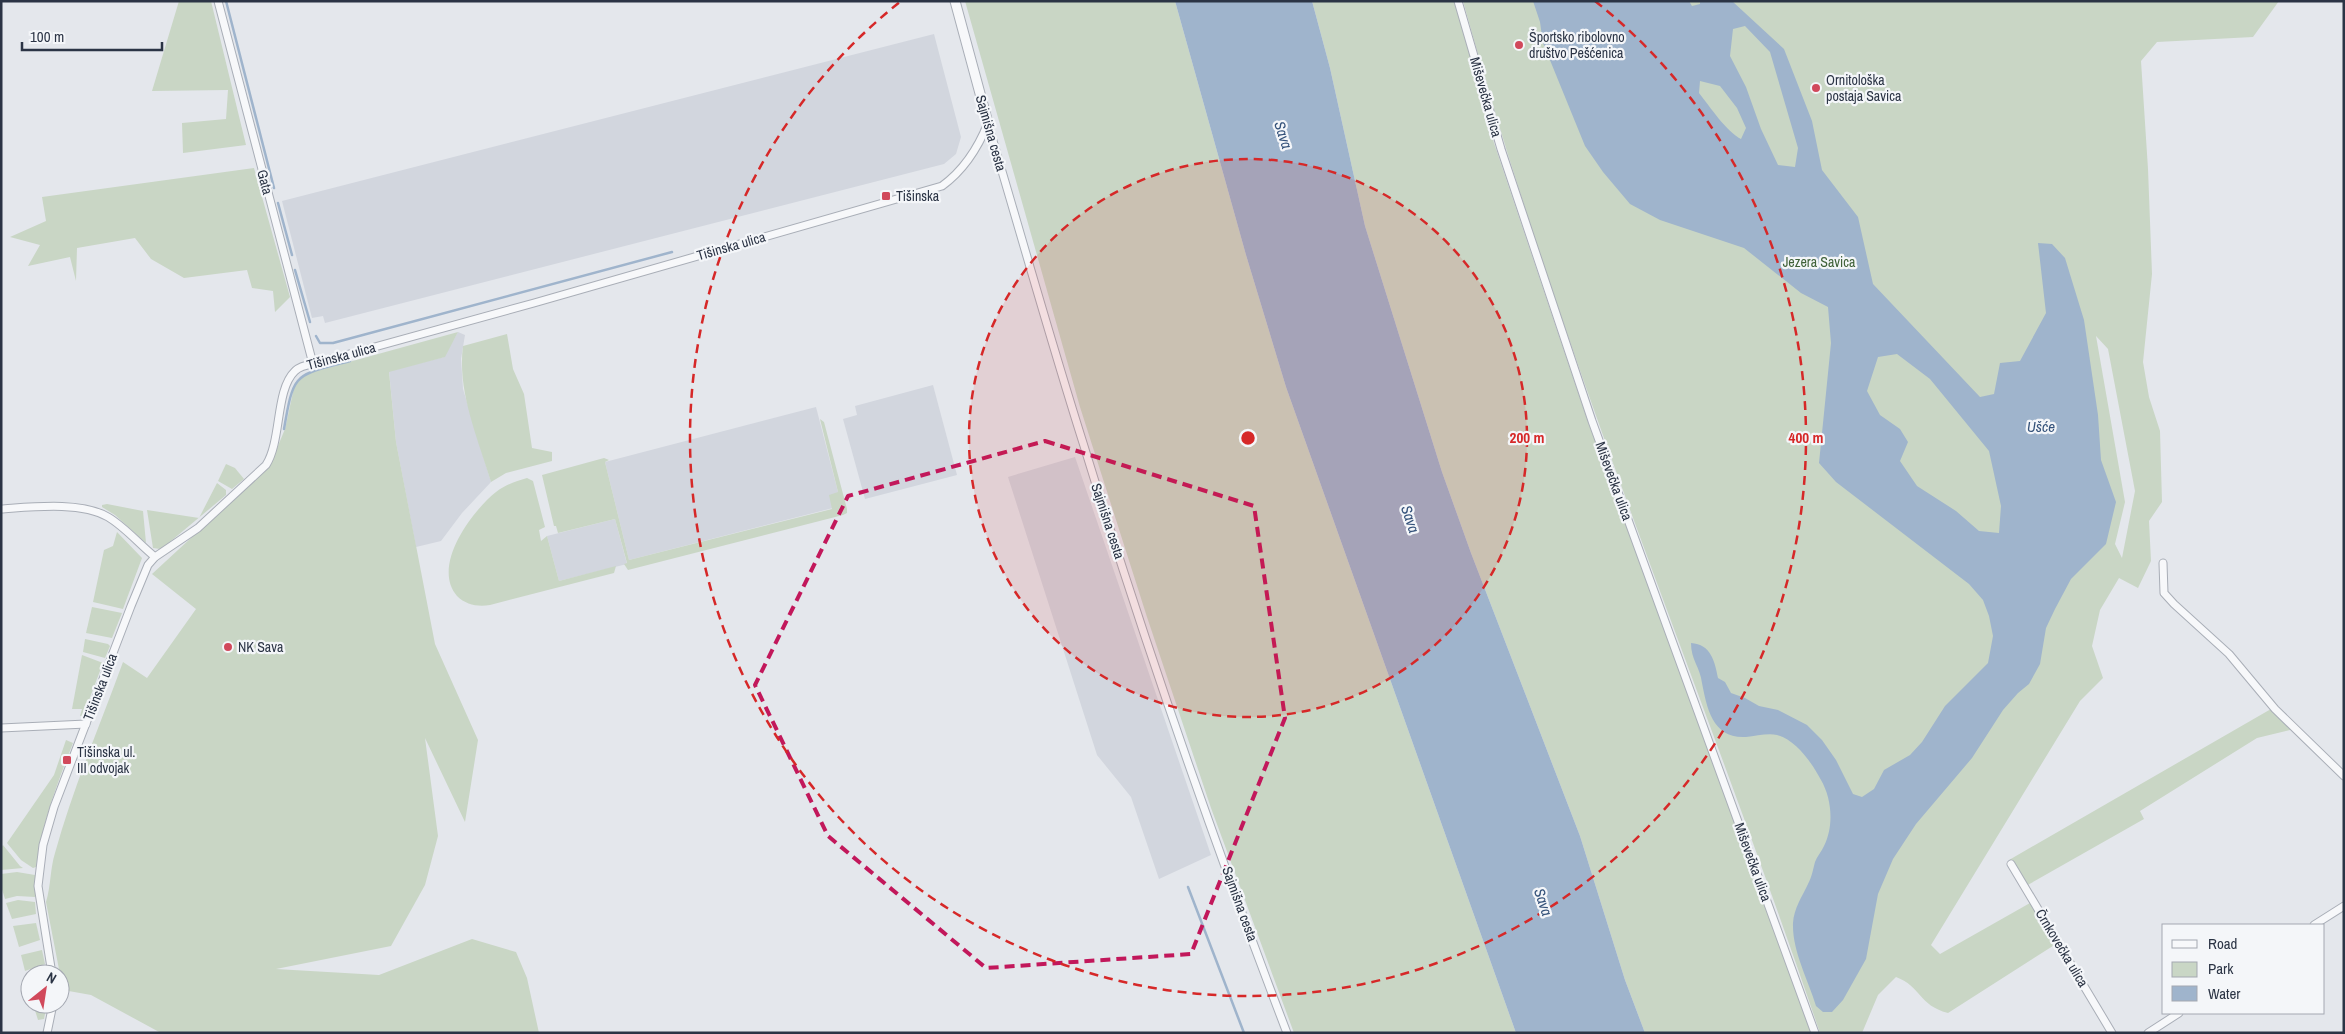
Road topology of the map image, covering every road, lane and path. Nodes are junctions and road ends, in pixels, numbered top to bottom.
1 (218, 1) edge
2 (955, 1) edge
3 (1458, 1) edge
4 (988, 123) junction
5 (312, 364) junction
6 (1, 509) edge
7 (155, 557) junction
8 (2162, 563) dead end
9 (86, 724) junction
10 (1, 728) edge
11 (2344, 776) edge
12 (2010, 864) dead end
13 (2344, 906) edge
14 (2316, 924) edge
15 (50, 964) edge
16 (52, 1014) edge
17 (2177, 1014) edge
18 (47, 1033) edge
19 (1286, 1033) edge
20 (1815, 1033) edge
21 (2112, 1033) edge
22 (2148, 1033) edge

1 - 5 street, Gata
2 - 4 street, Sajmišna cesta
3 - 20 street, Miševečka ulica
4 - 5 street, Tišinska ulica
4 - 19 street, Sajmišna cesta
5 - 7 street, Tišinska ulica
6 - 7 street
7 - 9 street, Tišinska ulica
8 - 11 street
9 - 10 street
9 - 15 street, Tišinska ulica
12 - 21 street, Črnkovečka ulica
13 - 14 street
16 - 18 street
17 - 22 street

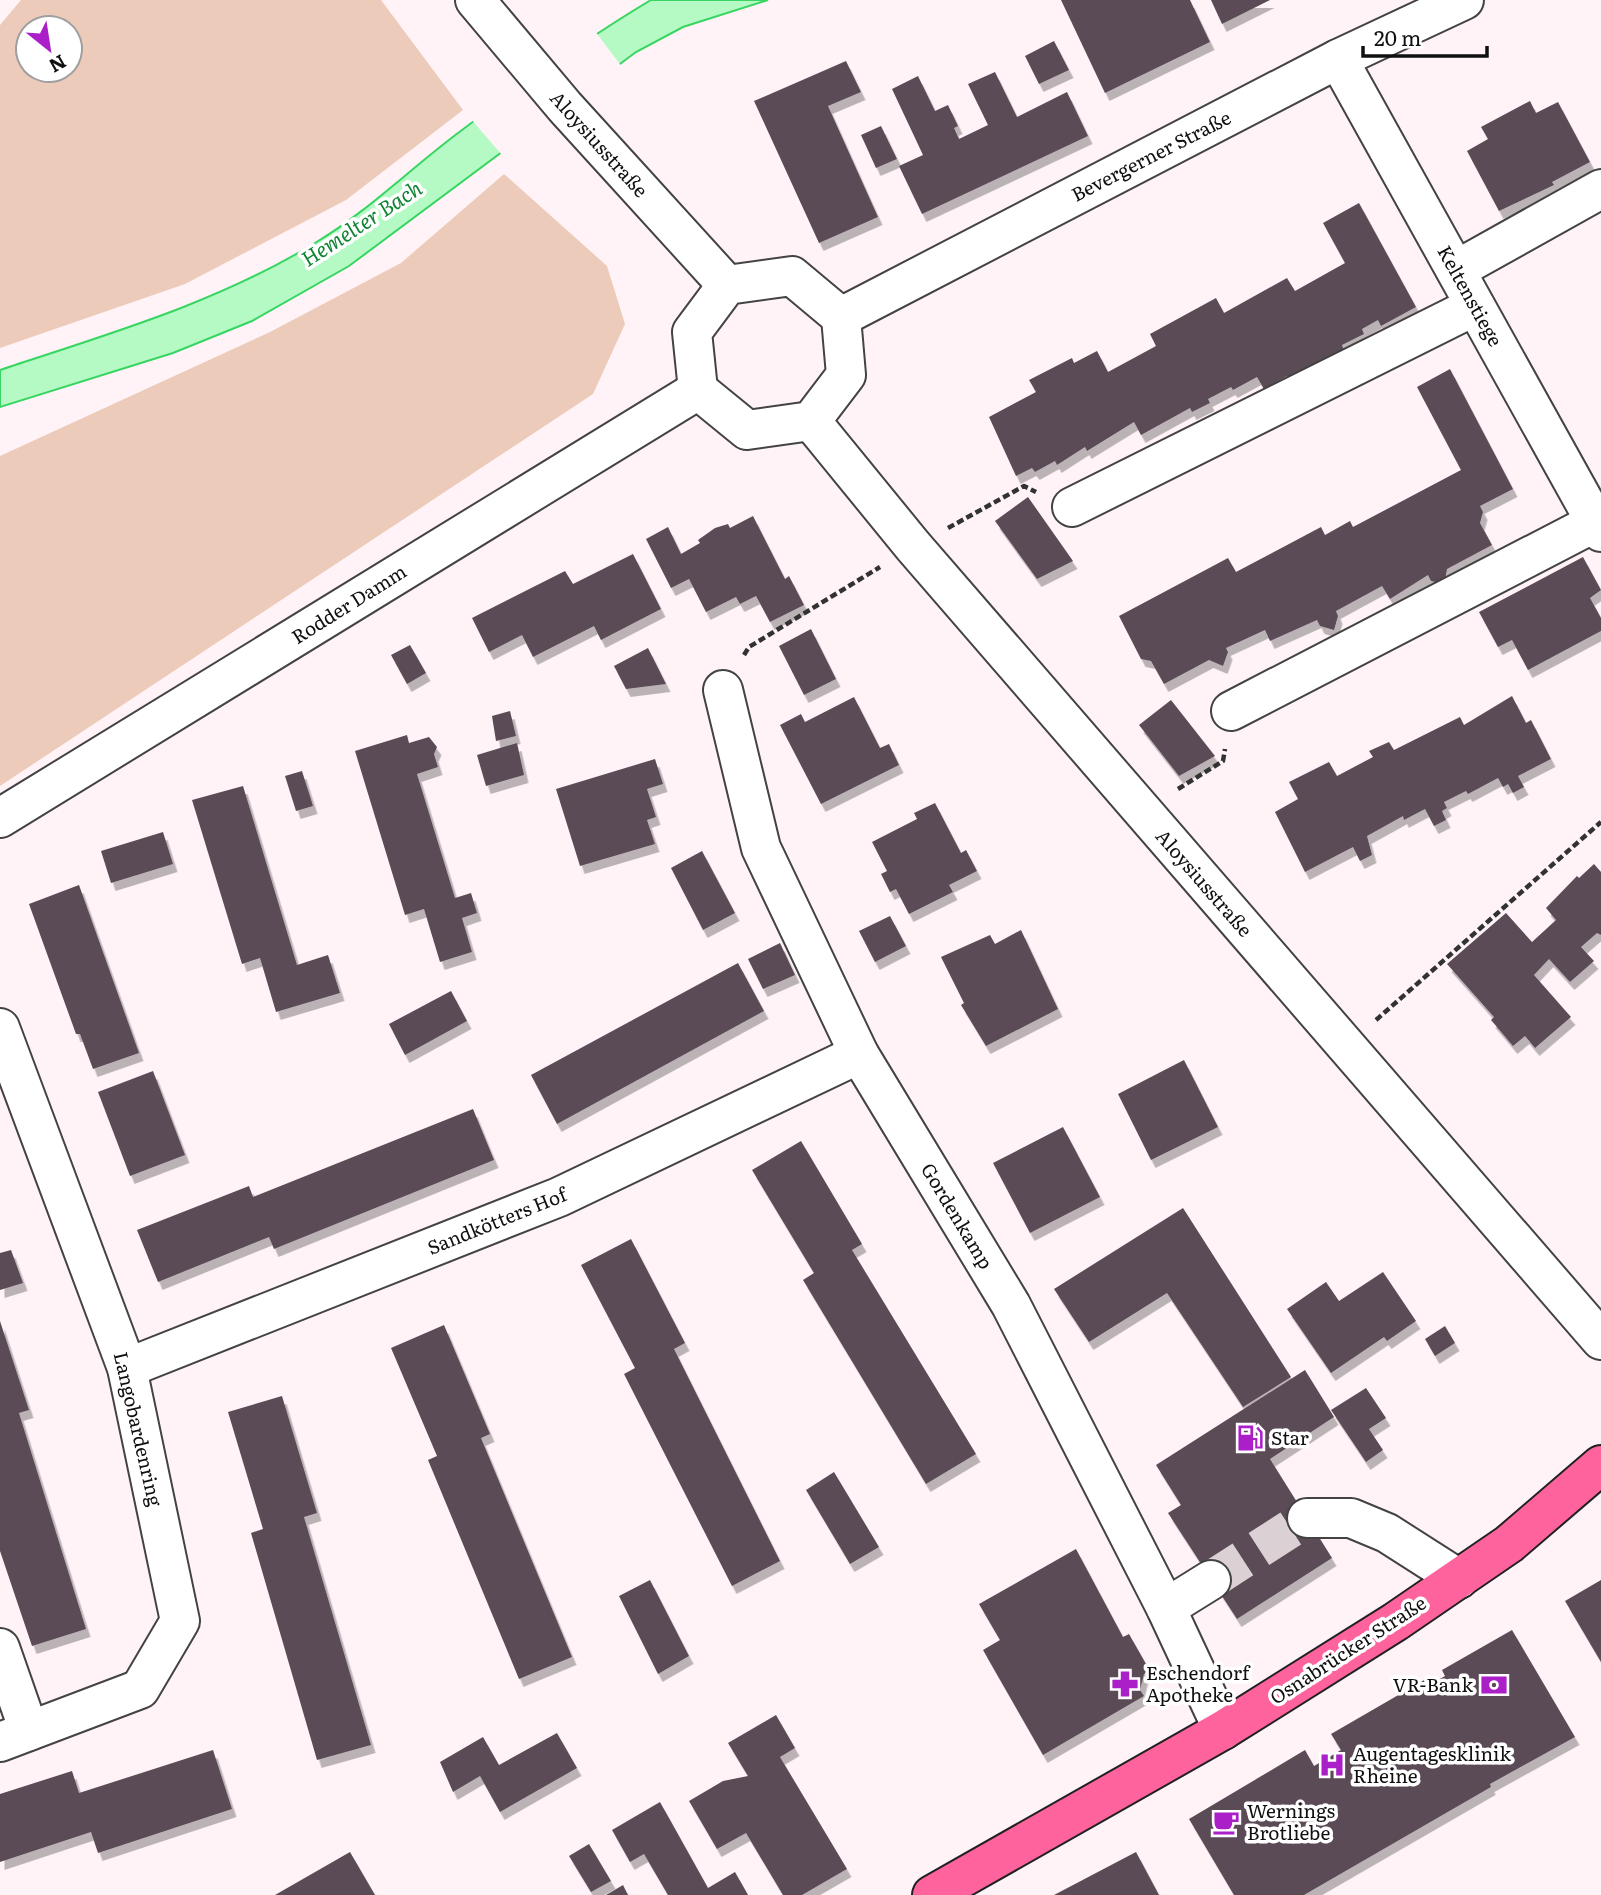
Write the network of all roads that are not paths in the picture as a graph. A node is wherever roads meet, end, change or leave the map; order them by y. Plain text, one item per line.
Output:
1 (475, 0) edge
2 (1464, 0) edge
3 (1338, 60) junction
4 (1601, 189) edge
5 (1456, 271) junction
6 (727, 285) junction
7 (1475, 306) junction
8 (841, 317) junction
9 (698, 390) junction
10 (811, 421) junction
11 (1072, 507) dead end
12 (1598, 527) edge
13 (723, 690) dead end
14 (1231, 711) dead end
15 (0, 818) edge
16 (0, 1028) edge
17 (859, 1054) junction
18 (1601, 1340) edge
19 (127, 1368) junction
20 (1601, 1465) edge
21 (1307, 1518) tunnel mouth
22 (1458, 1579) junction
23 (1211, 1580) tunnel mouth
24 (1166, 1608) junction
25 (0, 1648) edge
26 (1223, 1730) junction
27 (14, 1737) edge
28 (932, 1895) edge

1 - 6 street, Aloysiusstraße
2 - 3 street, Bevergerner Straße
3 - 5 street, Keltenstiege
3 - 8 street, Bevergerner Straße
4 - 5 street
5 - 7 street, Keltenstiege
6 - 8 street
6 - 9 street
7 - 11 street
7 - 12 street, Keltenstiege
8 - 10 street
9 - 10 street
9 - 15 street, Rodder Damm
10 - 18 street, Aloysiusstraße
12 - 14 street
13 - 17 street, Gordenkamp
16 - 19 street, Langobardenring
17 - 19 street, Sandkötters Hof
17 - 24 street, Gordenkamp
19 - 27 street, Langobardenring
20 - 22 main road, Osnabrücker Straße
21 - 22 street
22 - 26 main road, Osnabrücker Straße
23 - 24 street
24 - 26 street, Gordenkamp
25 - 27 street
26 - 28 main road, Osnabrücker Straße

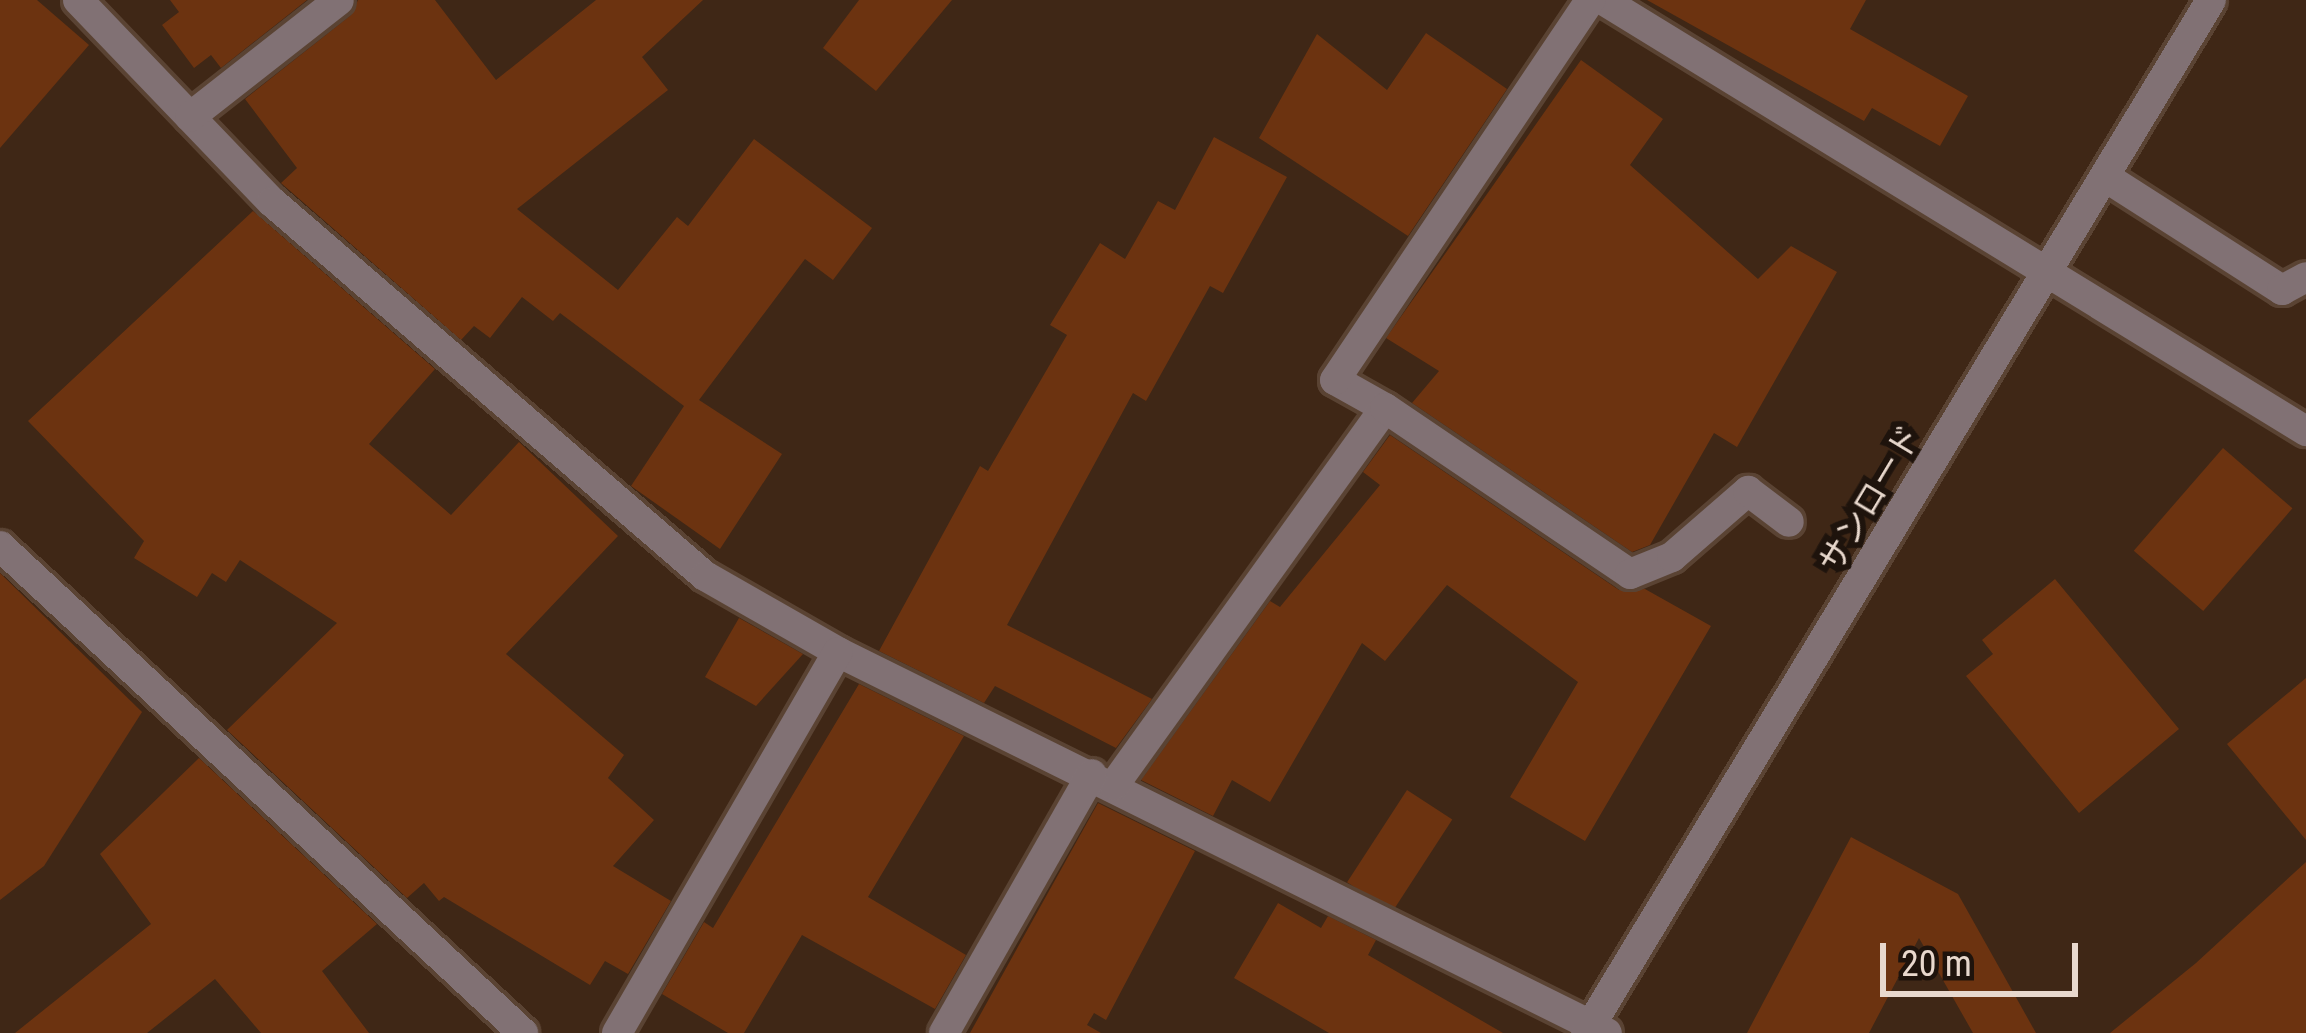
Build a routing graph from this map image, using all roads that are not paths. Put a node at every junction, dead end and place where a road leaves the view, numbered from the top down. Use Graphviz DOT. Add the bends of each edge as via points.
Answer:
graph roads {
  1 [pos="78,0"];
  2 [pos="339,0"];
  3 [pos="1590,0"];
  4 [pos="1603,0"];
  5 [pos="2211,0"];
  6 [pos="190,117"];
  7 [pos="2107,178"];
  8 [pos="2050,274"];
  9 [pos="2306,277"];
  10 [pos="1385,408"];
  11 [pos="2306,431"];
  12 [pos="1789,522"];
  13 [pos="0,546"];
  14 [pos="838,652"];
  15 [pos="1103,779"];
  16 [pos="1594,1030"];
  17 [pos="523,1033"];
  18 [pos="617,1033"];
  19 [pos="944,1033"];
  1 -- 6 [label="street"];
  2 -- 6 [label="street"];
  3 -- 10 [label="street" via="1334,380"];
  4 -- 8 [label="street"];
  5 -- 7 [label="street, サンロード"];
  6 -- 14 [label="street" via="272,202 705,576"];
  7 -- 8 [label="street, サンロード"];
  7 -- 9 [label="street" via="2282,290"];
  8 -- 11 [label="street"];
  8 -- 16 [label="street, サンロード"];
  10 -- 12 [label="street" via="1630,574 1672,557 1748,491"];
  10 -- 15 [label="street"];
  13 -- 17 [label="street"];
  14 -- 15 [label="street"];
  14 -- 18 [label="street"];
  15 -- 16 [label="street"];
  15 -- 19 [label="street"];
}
::::::::
- **What to produce**:
Take the lines above from the top of the records through the one with "Write the network" and repeat them exactly, without any pictures.

- **Worked solution**:
Road topology of the map image, covering every road, lane and path. Nodes are junctions and road ends, in pixels, numbered top to bottom.
1 (218, 1) edge
2 (955, 1) edge
3 (1458, 1) edge
4 (988, 123) junction
5 (312, 364) junction
6 (1, 509) edge
7 (155, 557) junction
8 (2162, 563) dead end
9 (86, 724) junction
10 (1, 728) edge
11 (2344, 776) edge
12 (2010, 864) dead end
13 (2344, 906) edge
14 (2316, 924) edge
15 (50, 964) edge
16 (52, 1014) edge
17 (2177, 1014) edge
18 (47, 1033) edge
19 (1286, 1033) edge
20 (1815, 1033) edge
21 (2112, 1033) edge
22 (2148, 1033) edge

1 - 5 street, Gata
2 - 4 street, Sajmišna cesta
3 - 20 street, Miševečka ulica
4 - 5 street, Tišinska ulica
4 - 19 street, Sajmišna cesta
5 - 7 street, Tišinska ulica
6 - 7 street
7 - 9 street, Tišinska ulica
8 - 11 street
9 - 10 street
9 - 15 street, Tišinska ulica
12 - 21 street, Črnkovečka ulica
13 - 14 street
16 - 18 street
17 - 22 street

Write the network of all roads that are not paths in the picture as a graph. A node is wherever roads meet, end, change or leave the map; order them by y. Plain text, one item per line.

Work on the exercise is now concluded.